Aim of the task: Return each line of the entries that mentions the word "this".

Provided information:
________
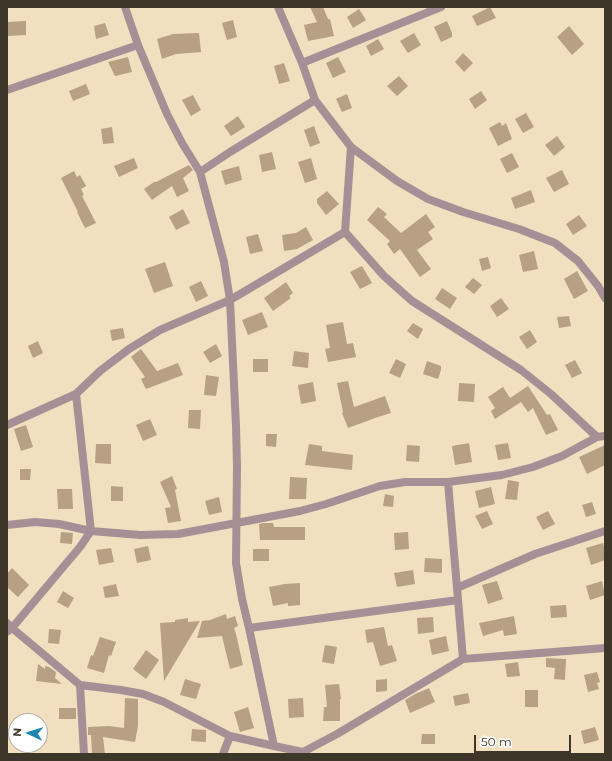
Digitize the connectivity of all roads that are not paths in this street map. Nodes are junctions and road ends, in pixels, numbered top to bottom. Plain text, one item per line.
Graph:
________
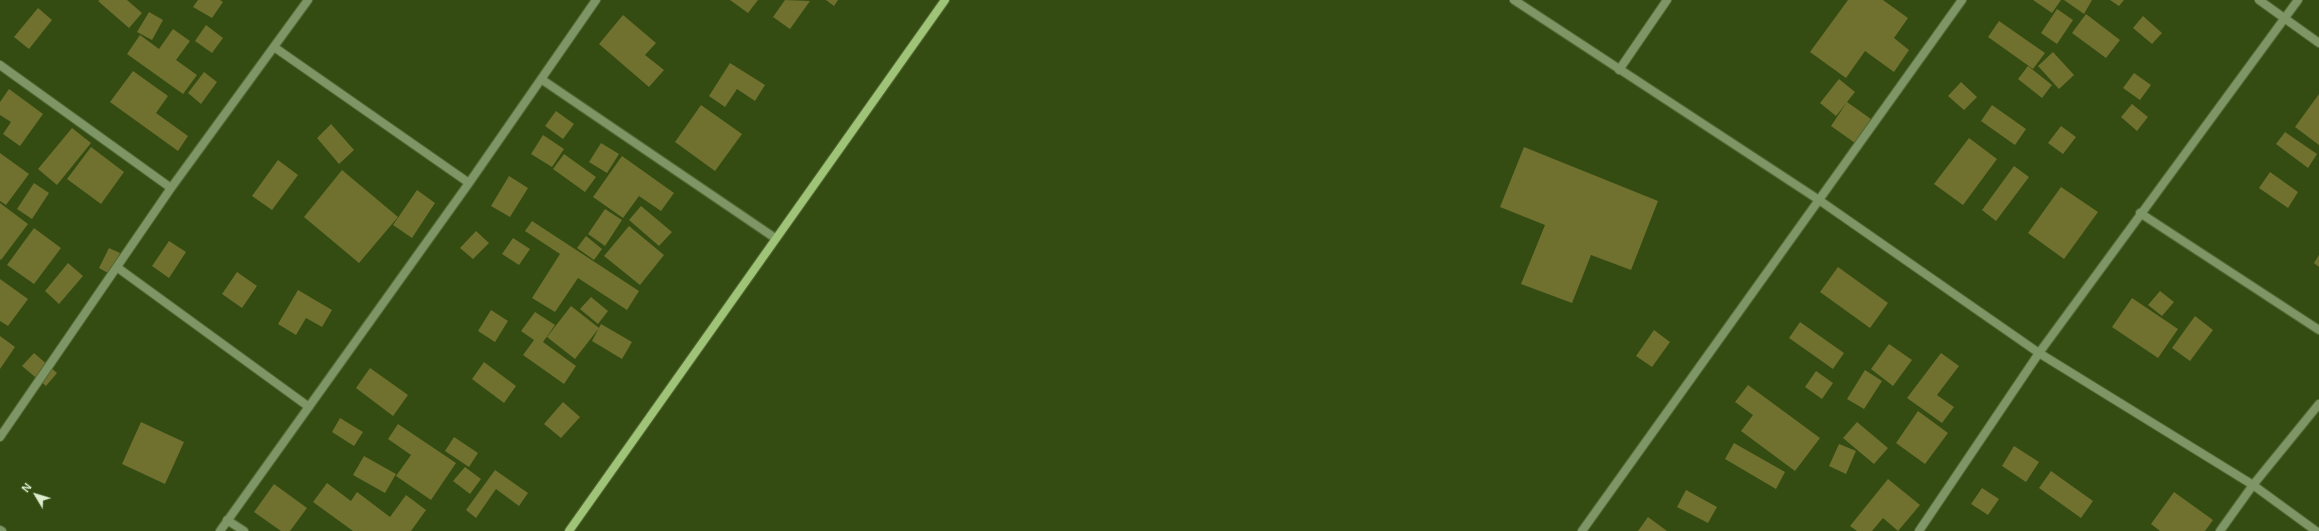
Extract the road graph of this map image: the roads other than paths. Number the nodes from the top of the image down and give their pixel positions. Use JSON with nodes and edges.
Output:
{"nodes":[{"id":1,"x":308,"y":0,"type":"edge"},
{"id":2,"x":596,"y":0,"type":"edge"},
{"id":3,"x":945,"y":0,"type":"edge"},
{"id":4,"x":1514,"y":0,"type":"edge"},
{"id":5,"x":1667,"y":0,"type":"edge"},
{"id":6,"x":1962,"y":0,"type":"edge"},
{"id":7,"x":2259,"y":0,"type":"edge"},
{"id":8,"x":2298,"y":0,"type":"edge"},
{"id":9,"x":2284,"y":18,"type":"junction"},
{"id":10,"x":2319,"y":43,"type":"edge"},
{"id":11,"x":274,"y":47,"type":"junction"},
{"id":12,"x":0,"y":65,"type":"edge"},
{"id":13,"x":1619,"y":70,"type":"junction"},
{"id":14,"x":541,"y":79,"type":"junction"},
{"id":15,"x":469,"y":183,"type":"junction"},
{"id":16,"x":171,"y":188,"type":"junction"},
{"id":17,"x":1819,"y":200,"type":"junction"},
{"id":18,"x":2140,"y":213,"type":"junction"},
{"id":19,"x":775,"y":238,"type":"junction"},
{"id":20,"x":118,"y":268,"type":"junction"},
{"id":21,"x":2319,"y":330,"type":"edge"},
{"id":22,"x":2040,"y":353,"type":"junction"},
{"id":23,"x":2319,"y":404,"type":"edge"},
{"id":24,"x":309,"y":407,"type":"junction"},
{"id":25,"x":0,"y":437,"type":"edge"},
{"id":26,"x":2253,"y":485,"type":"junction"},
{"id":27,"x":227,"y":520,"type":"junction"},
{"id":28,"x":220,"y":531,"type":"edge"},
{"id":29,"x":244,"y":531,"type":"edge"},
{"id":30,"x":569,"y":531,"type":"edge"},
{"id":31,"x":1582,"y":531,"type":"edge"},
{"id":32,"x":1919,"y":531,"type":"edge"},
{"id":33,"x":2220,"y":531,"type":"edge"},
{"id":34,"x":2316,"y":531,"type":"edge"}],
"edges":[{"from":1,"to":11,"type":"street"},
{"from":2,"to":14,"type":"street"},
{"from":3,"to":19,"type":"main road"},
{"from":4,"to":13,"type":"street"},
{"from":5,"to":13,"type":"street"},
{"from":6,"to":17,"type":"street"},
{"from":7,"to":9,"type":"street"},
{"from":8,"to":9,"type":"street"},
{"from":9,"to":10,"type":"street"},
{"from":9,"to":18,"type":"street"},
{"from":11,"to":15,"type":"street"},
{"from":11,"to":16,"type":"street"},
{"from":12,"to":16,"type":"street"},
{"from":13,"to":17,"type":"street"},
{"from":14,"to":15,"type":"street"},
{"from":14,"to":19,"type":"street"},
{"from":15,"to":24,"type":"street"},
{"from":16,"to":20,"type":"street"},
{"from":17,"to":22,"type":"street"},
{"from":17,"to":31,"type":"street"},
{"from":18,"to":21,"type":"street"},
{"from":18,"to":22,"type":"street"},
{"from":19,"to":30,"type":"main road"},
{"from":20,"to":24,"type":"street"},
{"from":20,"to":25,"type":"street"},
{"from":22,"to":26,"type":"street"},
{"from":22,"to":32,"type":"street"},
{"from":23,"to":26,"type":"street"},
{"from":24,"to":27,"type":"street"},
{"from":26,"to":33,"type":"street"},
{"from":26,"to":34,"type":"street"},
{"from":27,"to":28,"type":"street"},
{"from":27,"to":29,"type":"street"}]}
________
Exercise result:
Digitize the connectivity of all roads that are not paths in this street map. Nodes are junctions and road ends, in pixels, numbered top to bottom. Plain text, one item per line.
Extract the road graph of this map image: the roads other than paths. Number the nodes from the top of the image down and give their pixel positions. Use JSON with nodes and edges.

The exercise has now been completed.